String Count Currently 29, though at some time in the past 30
Height 85 cm (33½ inches). This harp has been reconstructed a number of times and this height therefore reflects the current interpretation only.
Soundbox Hollowed out from a single block ("willow"), maximum width 32 cm (12½ inches)
Current Location Trinity College in Dublin, Ireland

For Robert Bruce Armstrong’s account of this harp see The Irish and Highland Harps pages 55 through 63 These pages contain numerous photographs and drawings, along with detailed descriptions, measurements and observations on this harp.

This ancient harp has accumulated to itself a fascinating history, some of it true and some the stuff legends. Two different opinions on the harp's legendary history were related by the 19th century antiquarians George Petrie and Eugene O’Curry (see The Ancient Music of Ireland by Edward Bunting, p.40 for Petrie, and The Manners and Customs...vol.3 p.268 for O’Curry). Some of their observations and conclusions must be treated with caution, and the entire subject of this harp's history, both ancient and modern, is something this project intends to re–examine and explore further in due course.

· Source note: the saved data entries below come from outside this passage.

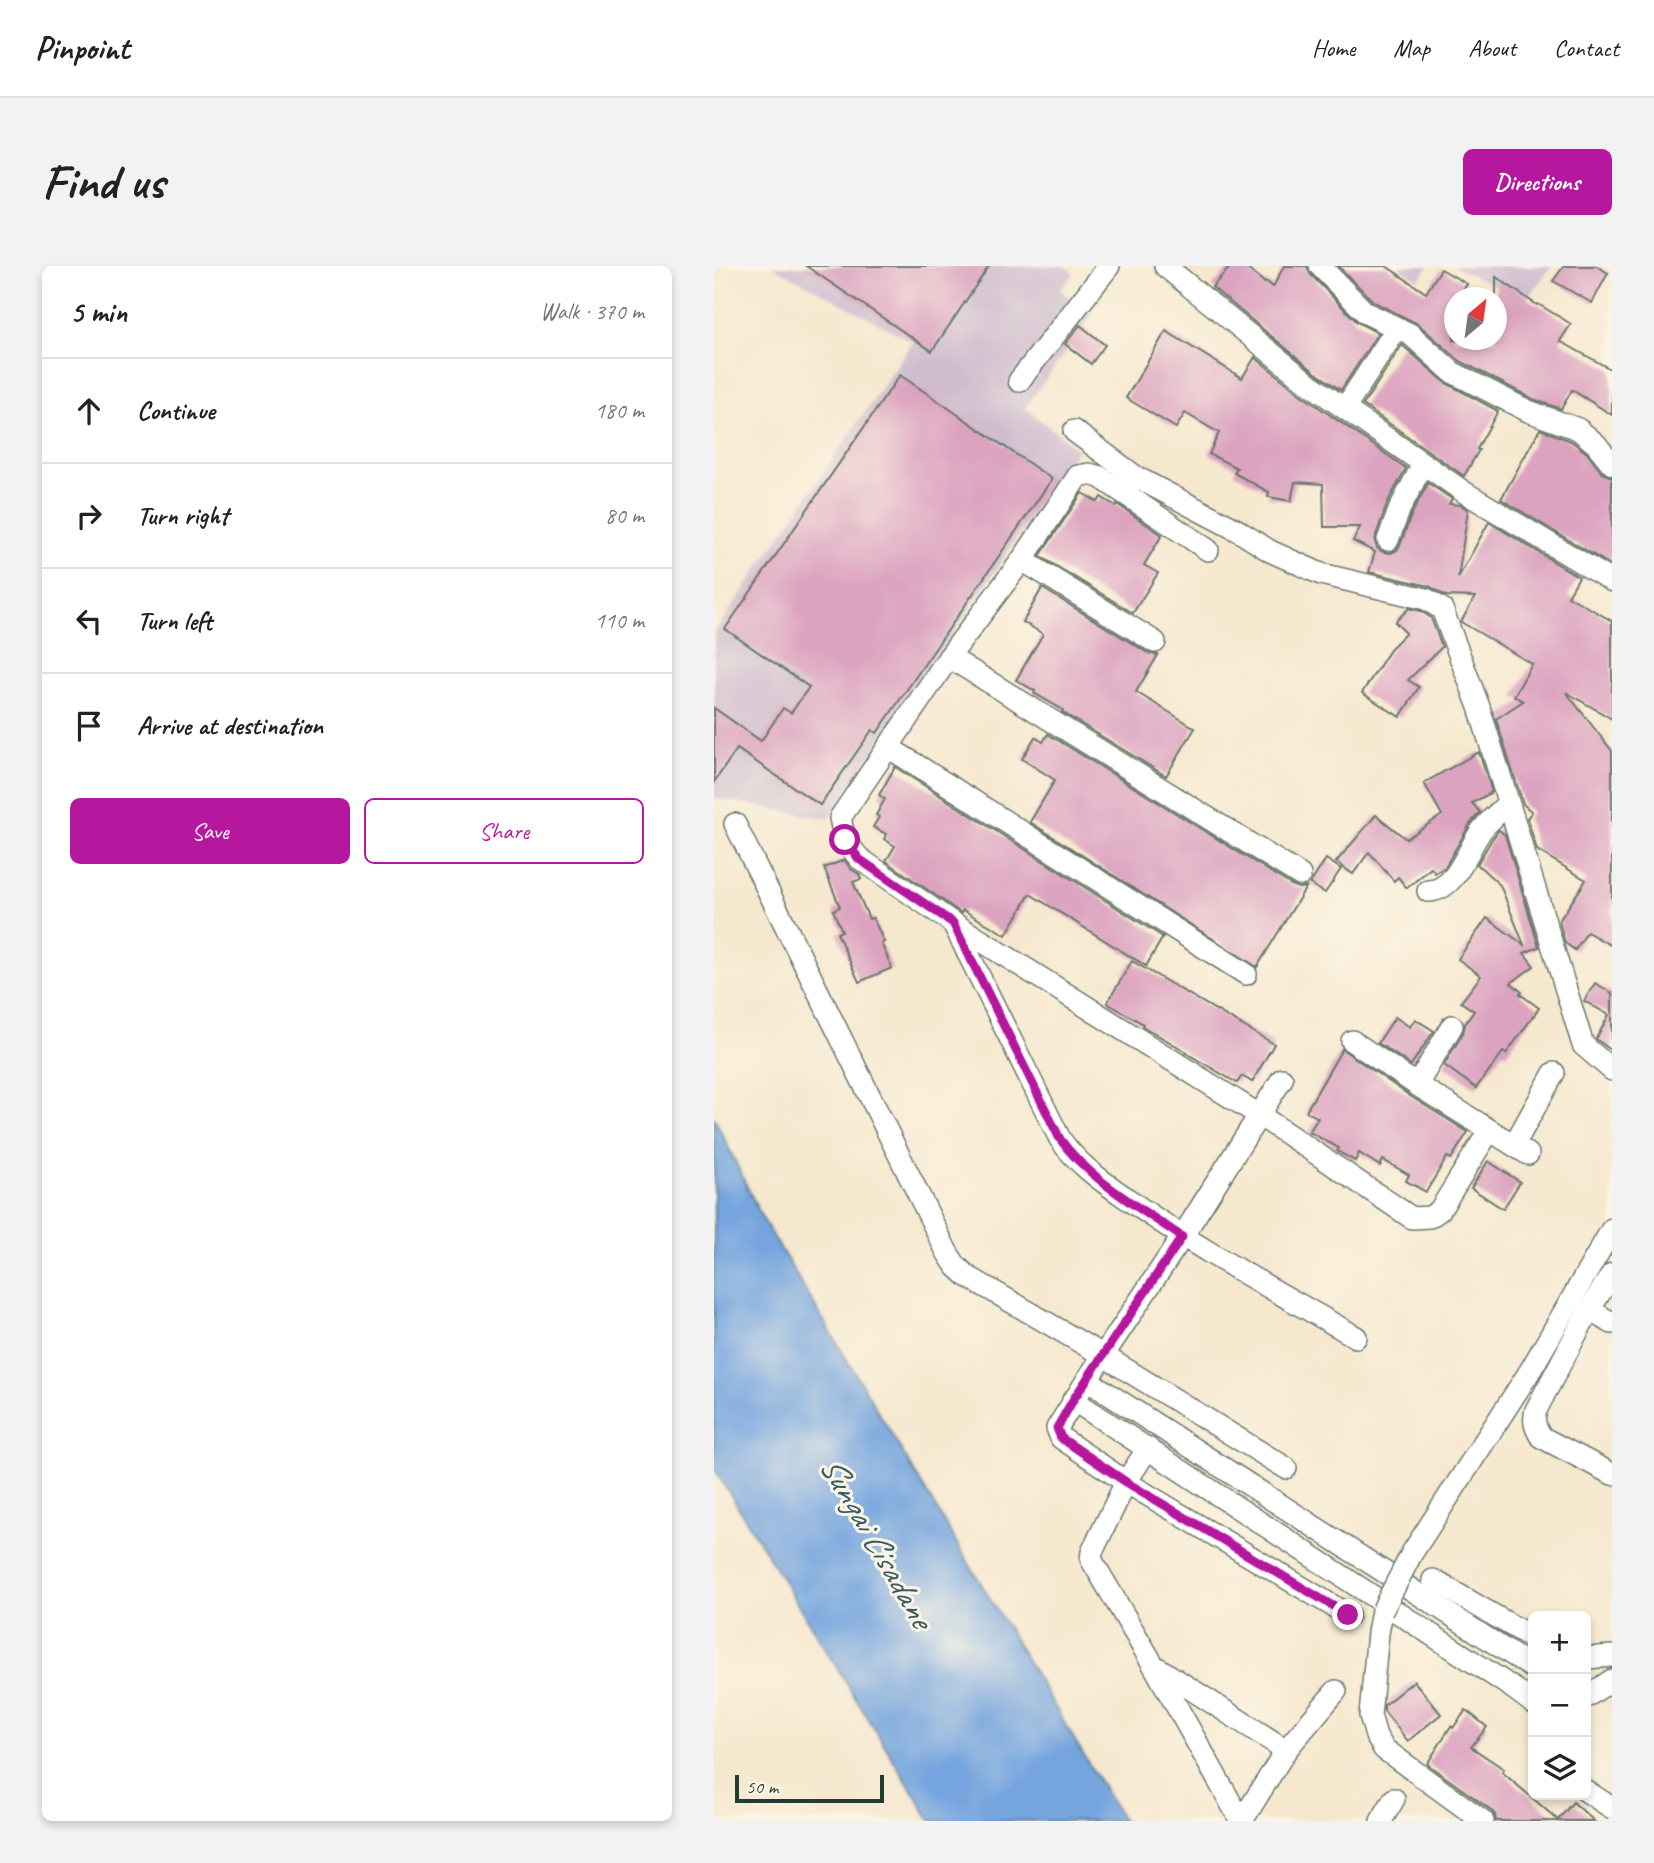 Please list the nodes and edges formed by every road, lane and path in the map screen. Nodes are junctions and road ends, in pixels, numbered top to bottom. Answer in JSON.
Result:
{"nodes":[{"id":1,"x":1109,"y":266,"type":"edge"},
{"id":2,"x":1165,"y":266,"type":"edge"},
{"id":3,"x":1320,"y":266,"type":"edge"},
{"id":4,"x":1397,"y":328,"type":"junction"},
{"id":5,"x":1019,"y":381,"type":"dead end"},
{"id":6,"x":1345,"y":408,"type":"junction"},
{"id":7,"x":1074,"y":431,"type":"dead end"},
{"id":8,"x":1423,"y":464,"type":"junction"},
{"id":9,"x":1612,"y":464,"type":"edge"},
{"id":10,"x":1388,"y":540,"type":"dead end"},
{"id":11,"x":1208,"y":550,"type":"dead end"},
{"id":12,"x":1022,"y":560,"type":"junction"},
{"id":13,"x":1612,"y":581,"type":"edge"},
{"id":14,"x":1155,"y":642,"type":"dead end"},
{"id":15,"x":949,"y":657,"type":"junction"},
{"id":16,"x":888,"y":747,"type":"junction"},
{"id":17,"x":1508,"y":803,"type":"junction"},
{"id":18,"x":735,"y":824,"type":"dead end"},
{"id":19,"x":1300,"y":875,"type":"dead end"},
{"id":20,"x":1428,"y":891,"type":"dead end"},
{"id":21,"x":953,"y":923,"type":"junction"},
{"id":22,"x":1246,"y":974,"type":"dead end"},
{"id":23,"x":1452,"y":1026,"type":"dead end"},
{"id":24,"x":1352,"y":1041,"type":"dead end"},
{"id":25,"x":1612,"y":1070,"type":"edge"},
{"id":26,"x":1554,"y":1073,"type":"dead end"},
{"id":27,"x":1282,"y":1079,"type":"dead end"},
{"id":28,"x":1417,"y":1085,"type":"junction"},
{"id":29,"x":1259,"y":1115,"type":"junction"},
{"id":30,"x":1489,"y":1131,"type":"junction"},
{"id":31,"x":1612,"y":1229,"type":"edge"},
{"id":32,"x":1182,"y":1237,"type":"junction"},
{"id":33,"x":1612,"y":1274,"type":"edge"},
{"id":34,"x":1589,"y":1310,"type":"junction"},
{"id":35,"x":1612,"y":1323,"type":"edge"},
{"id":36,"x":1356,"y":1337,"type":"dead end"},
{"id":37,"x":1104,"y":1356,"type":"junction"},
{"id":38,"x":1087,"y":1380,"type":"junction"},
{"id":39,"x":1073,"y":1400,"type":"junction"},
{"id":40,"x":1148,"y":1448,"type":"junction"},
{"id":41,"x":1286,"y":1468,"type":"dead end"},
{"id":42,"x":1612,"y":1475,"type":"edge"},
{"id":43,"x":1126,"y":1482,"type":"junction"},
{"id":44,"x":1433,"y":1580,"type":"dead end"},
{"id":45,"x":1348,"y":1615,"type":"dead end"},
{"id":46,"x":1528,"y":1635,"type":"edge"},
{"id":47,"x":1612,"y":1656,"type":"edge"},
{"id":48,"x":1591,"y":1658,"type":"edge"},
{"id":49,"x":1528,"y":1665,"type":"edge"},
{"id":50,"x":1154,"y":1666,"type":"junction"},
{"id":51,"x":1612,"y":1680,"type":"edge"},
{"id":52,"x":1336,"y":1691,"type":"dead end"},
{"id":53,"x":1591,"y":1694,"type":"edge"},
{"id":54,"x":1528,"y":1699,"type":"edge"},
{"id":55,"x":1286,"y":1750,"type":"junction"},
{"id":56,"x":1591,"y":1794,"type":"edge"},
{"id":57,"x":1394,"y":1799,"type":"dead end"},
{"id":58,"x":1612,"y":1808,"type":"edge"},
{"id":59,"x":1242,"y":1821,"type":"edge"},
{"id":60,"x":1381,"y":1821,"type":"edge"},
{"id":61,"x":1483,"y":1821,"type":"edge"}],
"edges":[{"from":1,"to":5,"type":"street"},
{"from":2,"to":6,"type":"street"},
{"from":3,"to":4,"type":"street"},
{"from":4,"to":6,"type":"street"},
{"from":4,"to":9,"type":"street"},
{"from":6,"to":8,"type":"street"},
{"from":7,"to":17,"type":"street"},
{"from":8,"to":10,"type":"street"},
{"from":8,"to":13,"type":"street"},
{"from":11,"to":12,"type":"street"},
{"from":12,"to":14,"type":"street"},
{"from":12,"to":15,"type":"street"},
{"from":15,"to":16,"type":"street"},
{"from":15,"to":19,"type":"street"},
{"from":16,"to":21,"type":"street"},
{"from":16,"to":22,"type":"street"},
{"from":17,"to":20,"type":"street"},
{"from":17,"to":25,"type":"street"},
{"from":18,"to":37,"type":"street"},
{"from":21,"to":29,"type":"street"},
{"from":21,"to":32,"type":"street"},
{"from":23,"to":28,"type":"street"},
{"from":24,"to":28,"type":"street"},
{"from":26,"to":30,"type":"street"},
{"from":27,"to":29,"type":"street"},
{"from":28,"to":30,"type":"street"},
{"from":29,"to":30,"type":"street"},
{"from":29,"to":32,"type":"street"},
{"from":31,"to":61,"type":"street","bridge":true},
{"from":32,"to":36,"type":"street"},
{"from":32,"to":37,"type":"street"},
{"from":33,"to":34,"type":"street"},
{"from":34,"to":35,"type":"street"},
{"from":34,"to":42,"type":"street"},
{"from":37,"to":38,"type":"street"},
{"from":37,"to":41,"type":"street"},
{"from":38,"to":39,"type":"street"},
{"from":38,"to":49,"type":"street"},
{"from":39,"to":40,"type":"street"},
{"from":39,"to":43,"type":"street"},
{"from":40,"to":43,"type":"street"},
{"from":40,"to":54,"type":"street"},
{"from":43,"to":45,"type":"street"},
{"from":43,"to":50,"type":"street"},
{"from":44,"to":46,"type":"street"},
{"from":47,"to":48,"type":"street"},
{"from":50,"to":55,"type":"street"},
{"from":50,"to":59,"type":"street"},
{"from":51,"to":53,"type":"street"},
{"from":52,"to":55,"type":"street"},
{"from":55,"to":59,"type":"street"},
{"from":56,"to":58,"type":"street"},
{"from":57,"to":60,"type":"street"}]}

Should you choose to read the description of this instrument in The Ancient Music of Ireland, with its speculation on its history of the harp, be sure to view the three beautifully detailed line drawings included in the book.

A paper examining the Trinity College Harp by Paul Dooley entitled Reconstructing the Medieval Irish Harp was published in the Galpin Society Journal, Number LXVII, March 2014.